FIG. 23 is a flowchart of an example showing a procedure in which the print data processing unit 2220 performs spool processing. The process of FIG. 23 starts when the divided file is generated.

First, the page data generation unit 2210 refers to the spool page number determination table, and determines the maximum number of pages to be spooled according to the number of available CPU cores and the free capacity of the storage means (S201).

The page data generation unit 2210 generates a divided file including pages having an upper limit number of pages determined in step S201 (S202).
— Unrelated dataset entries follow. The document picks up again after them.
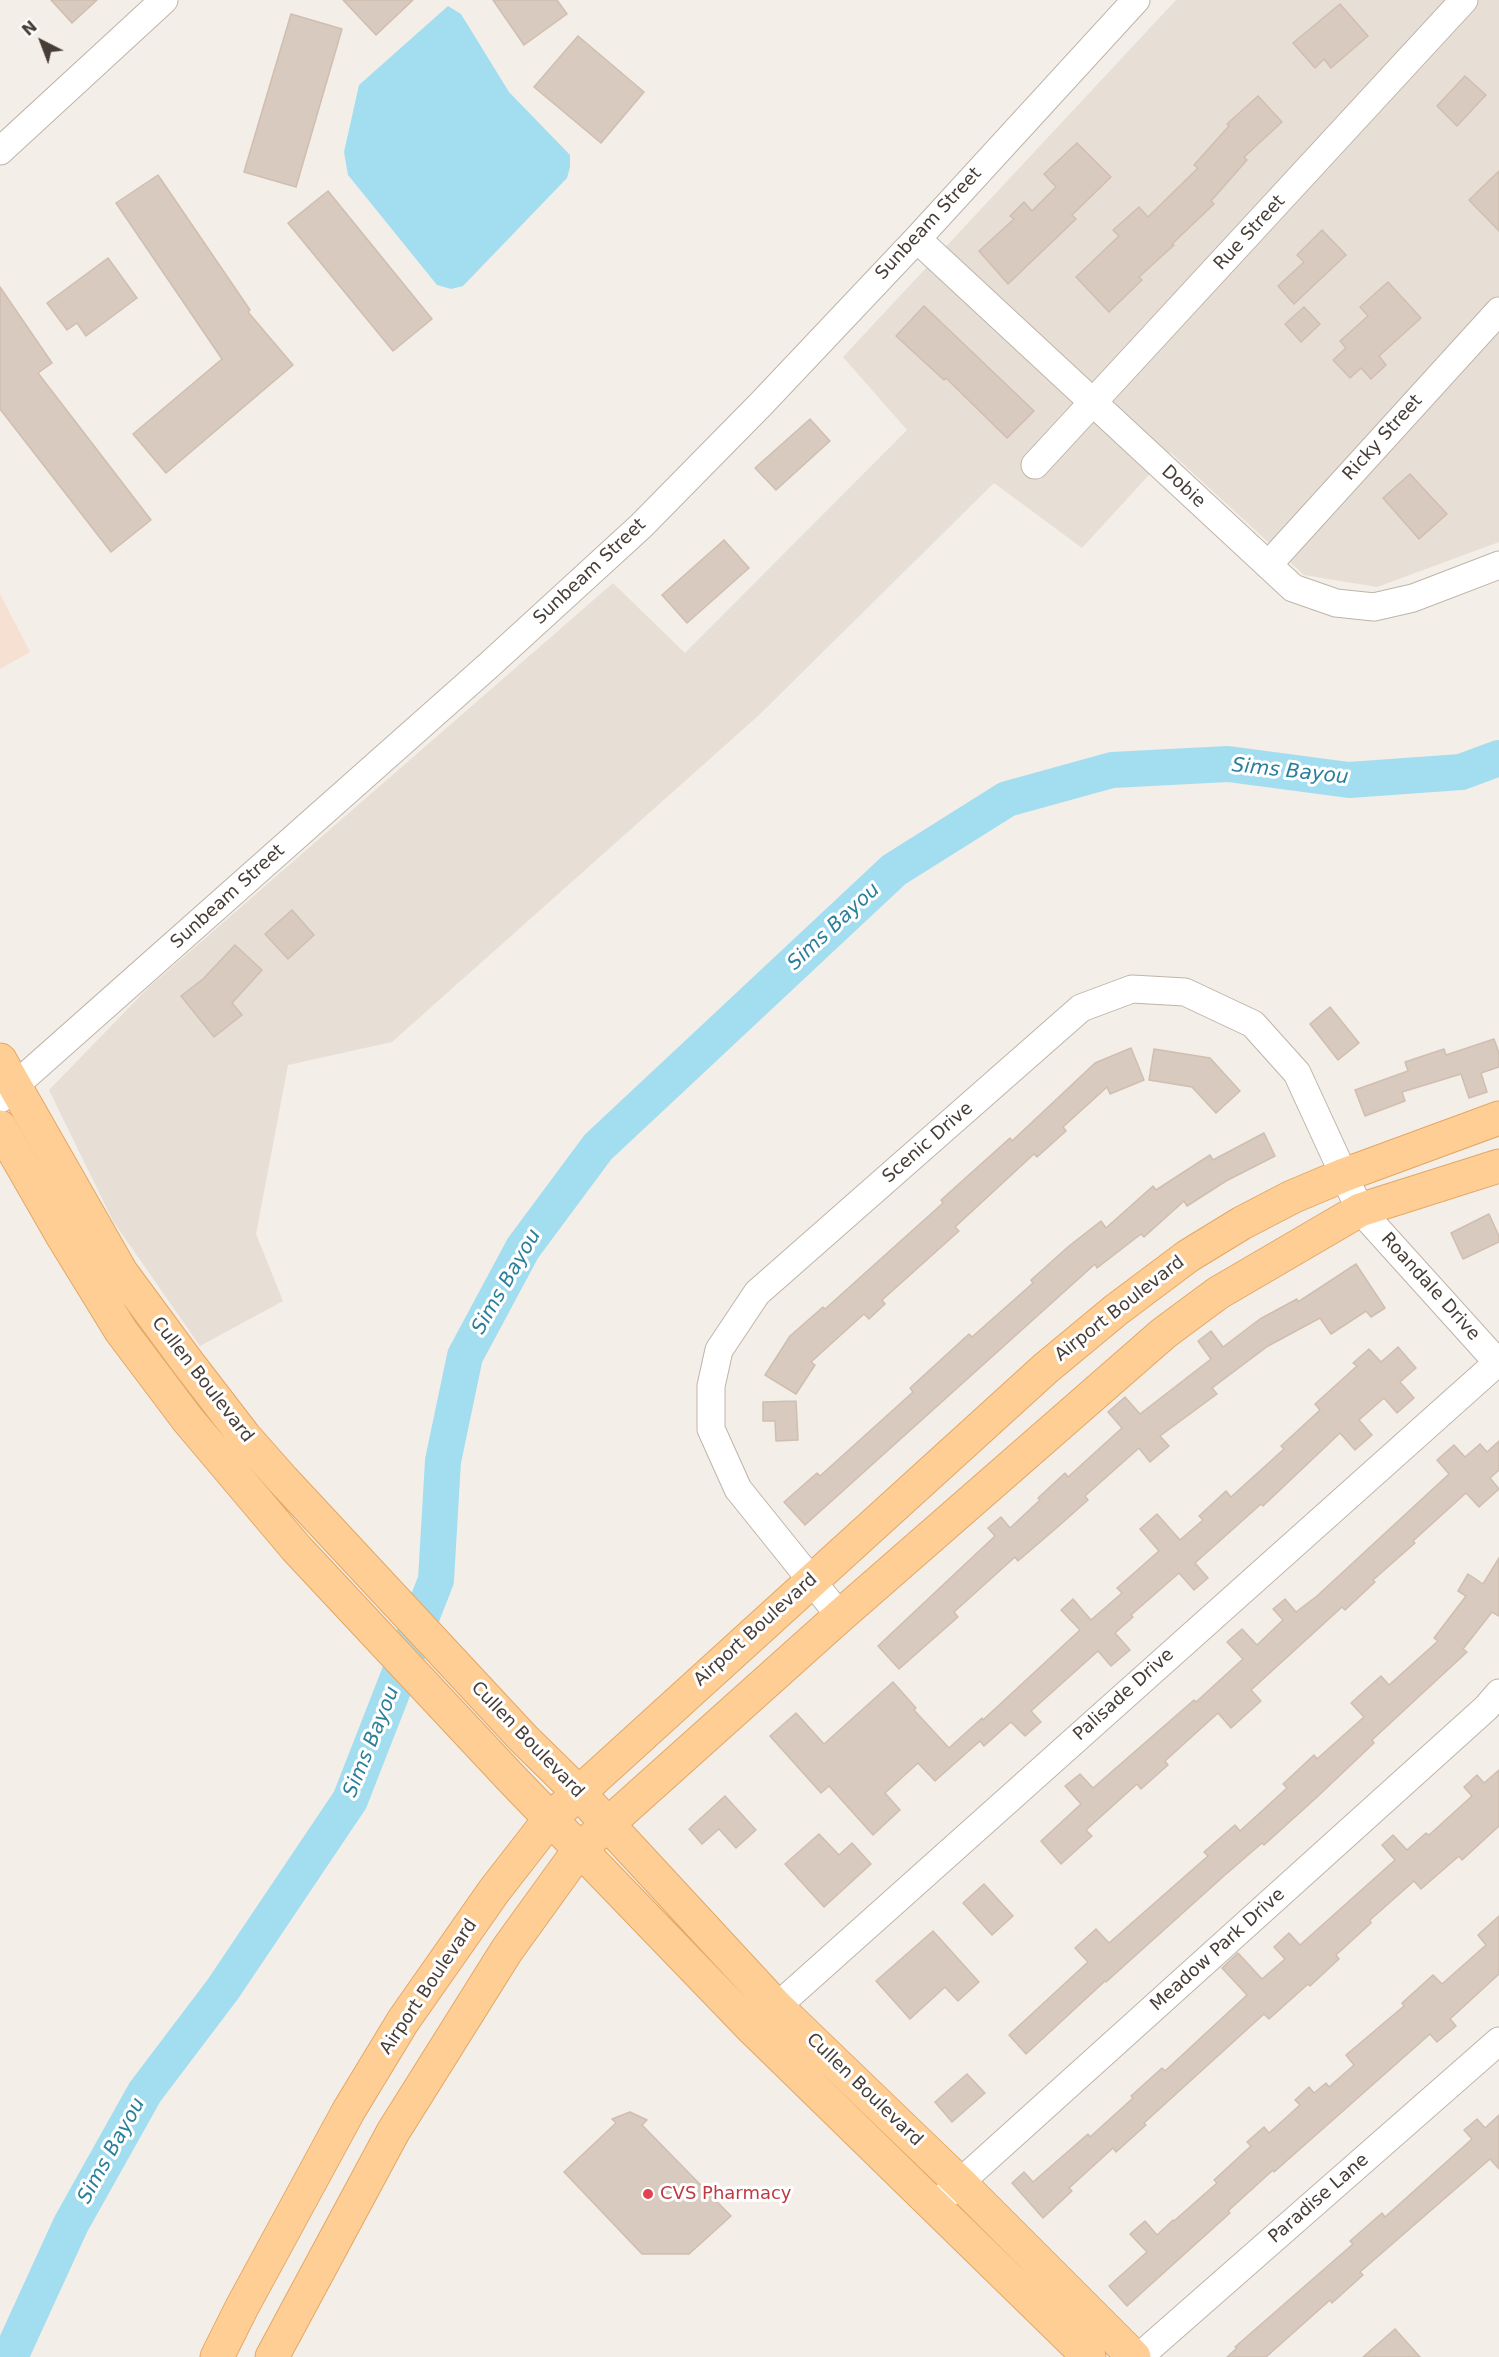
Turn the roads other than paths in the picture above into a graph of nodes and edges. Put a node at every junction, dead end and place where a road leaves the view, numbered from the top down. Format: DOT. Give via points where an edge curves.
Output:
graph roads {
  1 [pos="164,0"];
  2 [pos="1136,0"];
  3 [pos="1464,0"];
  4 [pos="0,151"];
  5 [pos="916,239"];
  6 [pos="1499,311"];
  7 [pos="1093,404"];
  8 [pos="1035,465"];
  9 [pos="1268,565"];
  10 [pos="1499,566"];
  11 [pos="5,1082"];
  12 [pos="1499,1118"];
  13 [pos="0,1126"];
  14 [pos="1499,1166"];
  15 [pos="1344,1174"];
  16 [pos="1360,1210"];
  17 [pos="1498,1363"];
  18 [pos="1046,1368"];
  19 [pos="1078,1406"];
  20 [pos="283,1480"];
  21 [pos="258,1503"];
  22 [pos="811,1580"];
  23 [pos="840,1616"];
  24 [pos="1499,1693"];
  25 [pos="578,1792"];
  26 [pos="550,1819"];
  27 [pos="607,1824"];
  28 [pos="580,1849"];
  29 [pos="776,2006"];
  30 [pos="753,2029"];
  31 [pos="1499,2041"];
  32 [pos="349,2110"];
  33 [pos="393,2132"];
  34 [pos="960,2183"];
  35 [pos="934,2206"];
  36 [pos="217,2357"];
  37 [pos="272,2357"];
  38 [pos="1089,2357"];
  39 [pos="1134,2357"];
  40 [pos="1139,2357"];
  1 -- 4 [label="street"];
  2 -- 5 [label="street, Sunbeam Street"];
  3 -- 7 [label="street, Rue Street"];
  5 -- 7 [label="street, Dobie"];
  5 -- 11 [label="street, Sunbeam Street" via="641,526 470,682"];
  6 -- 9 [label="street, Ricky Street"];
  7 -- 8 [label="street, Rue Street"];
  7 -- 9 [label="street, Dobie"];
  9 -- 10 [label="street, Dobie" via="1293,588 1336,603 1374,607 1413,598"];
  11 -- 20 [label="main road, Cullen Boulevard" via="121,1272 245,1437"];
  12 -- 15 [label="main road, Airport Boulevard"];
  13 -- 21 [label="main road, Cullen Boulevard" via="121,1331 188,1420"];
  14 -- 16 [label="main road"];
  15 -- 16 [label="street, Scenic Drive"];
  15 -- 18 [label="main road, Airport Boulevard" via="1242,1223 1188,1256"];
  15 -- 22 [label="street, Scenic Drive" via="1297,1073 1253,1024 1185,992 1132,989 1081,1008 758,1293 719,1350 711,1386 711,1429 738,1489"];
  16 -- 17 [label="street, Roandale Drive"];
  16 -- 19 [label="main road" via="1218,1293"];
  17 -- 29 [label="street, Palisade Drive"];
  18 -- 19 [label="main road"];
  18 -- 22 [label="main road, Airport Boulevard"];
  19 -- 23 [label="main road"];
  20 -- 21 [label="main road"];
  20 -- 25 [label="main road, Cullen Boulevard"];
  21 -- 26 [label="main road, Cullen Boulevard"];
  22 -- 23 [label="street, Scenic Drive"];
  22 -- 25 [label="main road, Airport Boulevard"];
  23 -- 27 [label="main road"];
  24 -- 34 [label="street, Meadow Park Drive"];
  25 -- 26 [label="main road, Airport Boulevard"];
  25 -- 27 [label="main road, Cullen Boulevard"];
  26 -- 28 [label="main road, Cullen Boulevard"];
  26 -- 32 [label="main road, Airport Boulevard" via="403,2021"];
  27 -- 28 [label="main road"];
  27 -- 29 [label="main road, Cullen Boulevard"];
  28 -- 30 [label="main road, Cullen Boulevard"];
  28 -- 33 [label="main road" via="507,1950"];
  29 -- 30 [label="street, Palisade Drive"];
  29 -- 34 [label="main road, Cullen Boulevard"];
  30 -- 35 [label="main road, Cullen Boulevard"];
  31 -- 40 [label="street, Paradise Lane"];
  32 -- 33 [label="main road"];
  32 -- 36 [label="main road, Airport Boulevard"];
  33 -- 37 [label="main road"];
  34 -- 35 [label="street, Meadow Park Drive"];
  34 -- 39 [label="main road, Cullen Boulevard"];
  35 -- 38 [label="main road, Cullen Boulevard"];
}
Next, the page data generation unit 2210 spools the divided file generated in step S202 (S203).

Then, the page data generation unit 2210 determines whether or not all the pages of the divided file have been spooled (S204). If the determination in step S204 is Yes, the process of FIG. 23 ends.

If the determination in step S204 is No, the print data processing unit 2220 determines whether or not the spooled one-page parsing process and rendering process have been completed (S205). The print data processing unit 2220 waits until the end.

When the parsing process and the rendering process of one page are completed (Yes in S205), the page data generation unit 2210 spools the next page (S206). After step S206, step S204 is executed.

In this way, the image forming apparatus 20 of this embodiment appropriately determines the number of pages to be spooled, and the multi-core CPU 201 executes the spool and the parsing / rendering processing in parallel, so that the time required for printing the PDF file can be reduced. Can be shortened.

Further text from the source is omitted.